Verifying Signatures
On your server, compute the HMAC-SHA256 of the raw request body using your secret and compare:
const crypto = require('crypto');
function verifySignature(body, secret, signature) {
const expected = 'sha256=' + crypto
.createHmac('sha256', secret)
.update(body)
.digest('hex');
return crypto.timingSafeEqual(
Buffer.from(expected),
Buffer.from(signature)
);
}
// In your webhook handler:
app.post('/webhook', (req, res) => {
const sig = req.headers['x-goodlogs-signature'];
if (!verifySignature(JSON.stringify(req.body), WEBHOOK_SECRET, sig)) {
return res.status(401).send('Invalid signature');
}
// Process alert...
});
import hmac, hashlib
def verify_signature(body: bytes, secret: str, signature: str) -> bool:
expected = 'sha256=' + hmac.new(
secret.encode(), body, hashlib.sha256
).hexdigest()
return hmac.compare_digest(expected, signature)

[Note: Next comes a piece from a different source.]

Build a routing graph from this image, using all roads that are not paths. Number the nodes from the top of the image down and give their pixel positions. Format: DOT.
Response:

# In your webhook handler:
sig = request.headers.get('x-goodlogs-signature', '')
if not verify_signature(request.data, WEBHOOK_SECRET, sig):
abort(401)
Warning: Always use constant-time comparison (timingSafeEqual / compare_digest) to prevent timing attacks.
Cooldown
Set a cooldown period (in minutes) to prevent the same alert from re-triggering too quickly. This avoids notification storms from flapping metrics.
Cooldown: 15 minutes
→ After triggering, the alert won't fire again for 15 minutes
even if the metric stays above the threshold.
Muting
Mute an alert to suppress notifications during maintenance windows. The alert still evaluates (status updates) but doesn't send notifications.

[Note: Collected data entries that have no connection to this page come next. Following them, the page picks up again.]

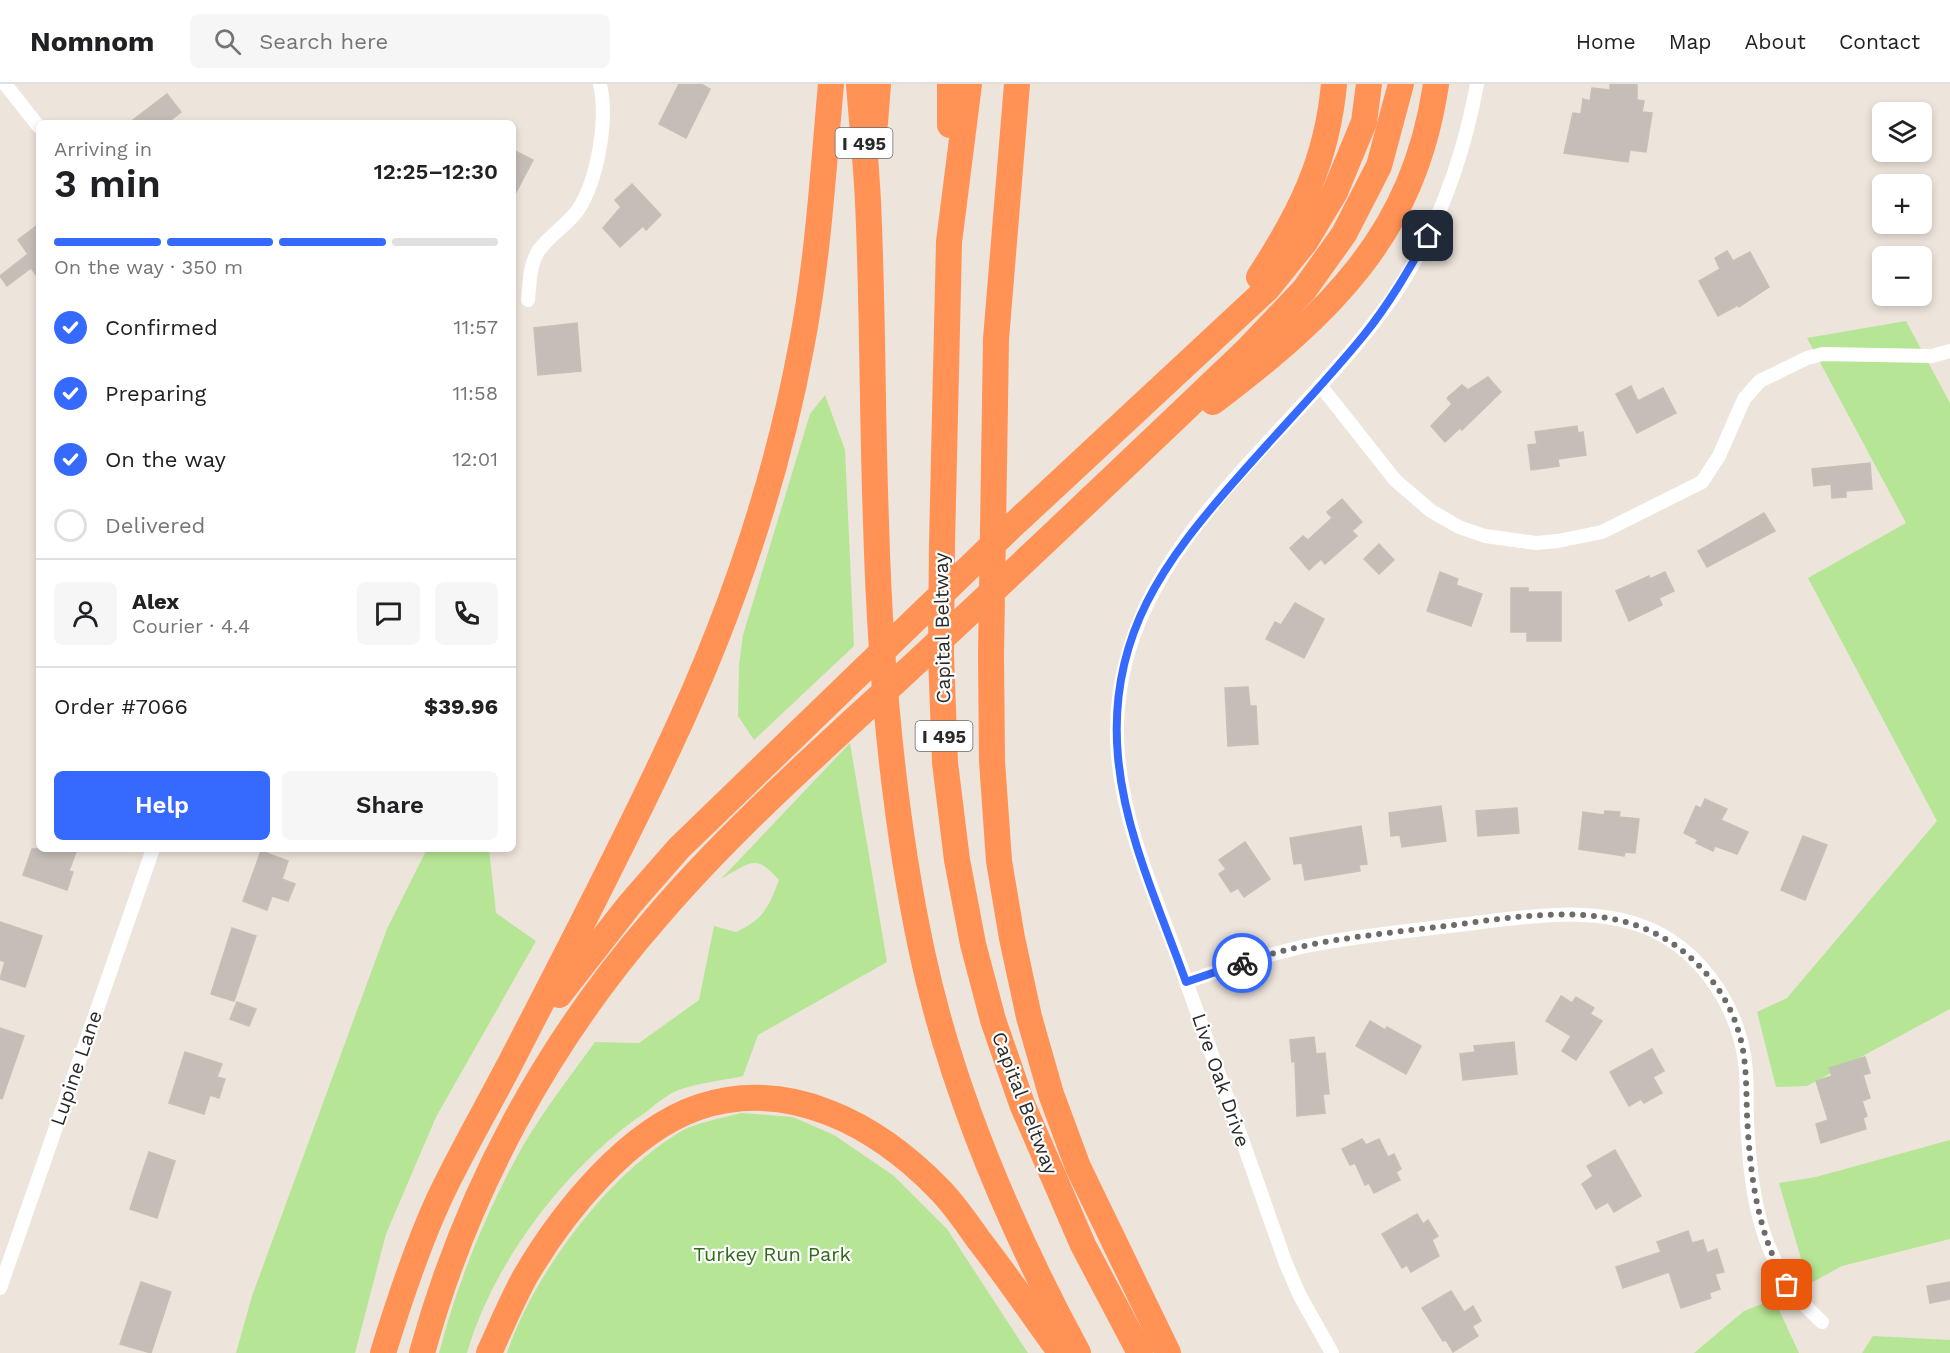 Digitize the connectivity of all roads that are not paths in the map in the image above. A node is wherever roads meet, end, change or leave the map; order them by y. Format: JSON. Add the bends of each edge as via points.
{"nodes":[{"id":1,"x":6,"y":84,"type":"edge"},
{"id":2,"x":600,"y":84,"type":"edge"},
{"id":3,"x":831,"y":84,"type":"edge"},
{"id":4,"x":859,"y":84,"type":"edge"},
{"id":5,"x":878,"y":84,"type":"edge"},
{"id":6,"x":951,"y":84,"type":"edge"},
{"id":7,"x":969,"y":84,"type":"edge"},
{"id":8,"x":1017,"y":84,"type":"edge"},
{"id":9,"x":1334,"y":84,"type":"edge"},
{"id":10,"x":1369,"y":84,"type":"edge"},
{"id":11,"x":1401,"y":84,"type":"edge"},
{"id":12,"x":1436,"y":84,"type":"edge"},
{"id":13,"x":1477,"y":84,"type":"edge"},
{"id":14,"x":36,"y":123,"type":"edge"},
{"id":15,"x":868,"y":201,"type":"junction"},
{"id":16,"x":949,"y":242,"type":"junction"},
{"id":17,"x":528,"y":300,"type":"dead end"},
{"id":18,"x":1950,"y":351,"type":"edge"},
{"id":19,"x":1320,"y":385,"type":"junction"},
{"id":20,"x":1010,"y":528,"type":"junction"},
{"id":21,"x":1010,"y":575,"type":"junction"},
{"id":22,"x":152,"y":852,"type":"edge"},
{"id":23,"x":1186,"y":982,"type":"junction"},
{"id":24,"x":493,"y":1096,"type":"junction"},
{"id":25,"x":0,"y":1288,"type":"edge"},
{"id":26,"x":1822,"y":1322,"type":"dead end"},
{"id":27,"x":382,"y":1353,"type":"edge"},
{"id":28,"x":423,"y":1353,"type":"edge"},
{"id":29,"x":489,"y":1353,"type":"edge"},
{"id":30,"x":1061,"y":1353,"type":"edge"},
{"id":31,"x":1078,"y":1353,"type":"edge"},
{"id":32,"x":1140,"y":1353,"type":"edge"},
{"id":33,"x":1168,"y":1353,"type":"edge"},
{"id":34,"x":1332,"y":1353,"type":"edge"}],
"edges":[{"from":1,"to":14,"type":"street"},
{"from":2,"to":17,"type":"street","via":[[604,102],[591,185],[578,210],[539,250],[530,271]]},
{"from":3,"to":24,"type":"highway","via":[[813,272],[801,348],[778,454],[745,560],[669,747]]},
{"from":4,"to":15,"type":"highway","number":"I 495"},
{"from":5,"to":15,"type":"highway"},
{"from":6,"to":16,"type":"highway"},
{"from":7,"to":16,"type":"highway","name":"Capital Beltway","number":"I 495"},
{"from":8,"to":33,"type":"highway","via":[[996,351],[991,656],[992,761],[999,861],[1027,1006],[1051,1094],[1082,1177]]},
{"from":9,"to":20,"type":"highway","via":[[1323,146],[1306,197],[1258,278]]},
{"from":10,"to":20,"type":"highway","via":[[1364,122],[1335,192],[1305,242],[1267,289]]},
{"from":11,"to":21,"type":"highway","via":[[1379,166],[1344,234],[1304,290],[1247,350]]},
{"from":12,"to":21,"type":"highway","via":[[1421,154],[1386,229],[1358,272],[1322,312],[1264,363],[1181,427]]},
{"from":13,"to":19,"type":"street","name":"Live Oak Drive","via":[[1460,157],[1428,236],[1392,297]]},
{"from":15,"to":31,"type":"highway","number":"I 495","via":[[876,524],[888,729],[922,952],[970,1116],[1028,1258]]},
{"from":16,"to":32,"type":"highway","name":"Capital Beltway","number":"I 495","via":[[941,655],[945,763],[957,860],[993,1020],[1022,1104],[1083,1245]]},
{"from":18,"to":19,"type":"street","via":[[1932,356],[1823,354],[1807,358],[1755,386],[1744,399],[1719,456],[1702,482],[1602,532],[1536,543],[1485,536],[1431,511],[1395,480]]},
{"from":19,"to":23,"type":"street","name":"Live Oak Drive","via":[[1172,556],[1135,627],[1125,660],[1117,718],[1120,772],[1135,838]]},
{"from":20,"to":24,"type":"highway","via":[[679,848],[630,904],[544,1017]]},
{"from":21,"to":28,"type":"highway","via":[[703,866],[609,976],[519,1112],[450,1263]]},
{"from":22,"to":25,"type":"street","name":"Lupine Lane"},
{"from":23,"to":26,"type":"street","via":[[1254,959],[1355,937],[1520,917],[1608,916],[1644,927],[1674,943],[1719,989],[1732,1014],[1744,1058],[1749,1157],[1758,1214],[1773,1261],[1787,1285]]},
{"from":23,"to":34,"type":"street","name":"Live Oak Drive","via":[[1286,1264]]},
{"from":24,"to":27,"type":"highway","via":[[430,1221]]},
{"from":29,"to":30,"type":"highway","via":[[526,1275],[583,1196],[615,1162],[647,1134],[699,1107],[735,1099],[765,1098],[792,1100],[846,1119],[914,1166],[964,1220]]}]}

POST /api/orgs/:org/projects/:project/alerts/:id/mute
{ "minutes": 60 }
Message Templates
Customize notification messages with variable substitution:
🚨 {{name}}: {{metric}} is {{value}} (threshold: {{threshold}}, status: {{status}})

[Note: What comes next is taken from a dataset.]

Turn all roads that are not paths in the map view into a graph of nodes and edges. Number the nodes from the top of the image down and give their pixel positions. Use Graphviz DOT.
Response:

| Variable | Description |
|---|---|
| {{name}} | Alert rule name |
| {{metric}} | Metric being measured |
| {{value}} | Current metric value |
| {{threshold}} | Configured threshold |
| {{status}} | triggered or resolved |
| {{severity}} | info, warning, or critical |
| {{project_id}} | Project UUID |
Alert Lifecycle
- OK → TRIGGERED: metric crosses threshold → trigger notification
- TRIGGERED → OK: metric returns to normal → resolve notification (includes duration)
Querying Alerts with GQL
Use from:alerts to query alert rules and from:alert_events to query the alert timeline.
Alert Rules
# All alert rules
from:alerts
# Currently firing alerts
from:alerts status:triggered
# Critical alerts
from:alerts severity:critical
# Count alerts by status
from:alerts | count by status
Fields: name, metric, status (ok/triggered), severity, threshold, window_minutes, enabled, cooldown_minutes
Alert Timeline
# Recent triggers
from:alert_events event_type:triggered | last:7d
# Most triggered alerts
from:alert_events event_type:triggered | count by alert_name | top 10 | last:30d
# Alert frequency trend
from:alert_events | count | timeseries 1d | last:30d
# Average resolution time
from:alert_events event_type:resolved | avg(duration_seconds) | last:30d
Fields: event_type (triggered/resolved), metric, actual_value, threshold, alert_name, duration_seconds
Status Pages
Alert events power the Public Status Pages feature. When status pages are enabled on a project, the page automatically derives its state from open alert events:
- No open alerts → Operational (green)
- Open alert with error/fatal/crash/5xx metric → Outage (red)
- Any other open alert → Degraded (amber)
The 90-day uptime bar and incident history are built from the alert_events timeline. See Status Pages for setup and configuration.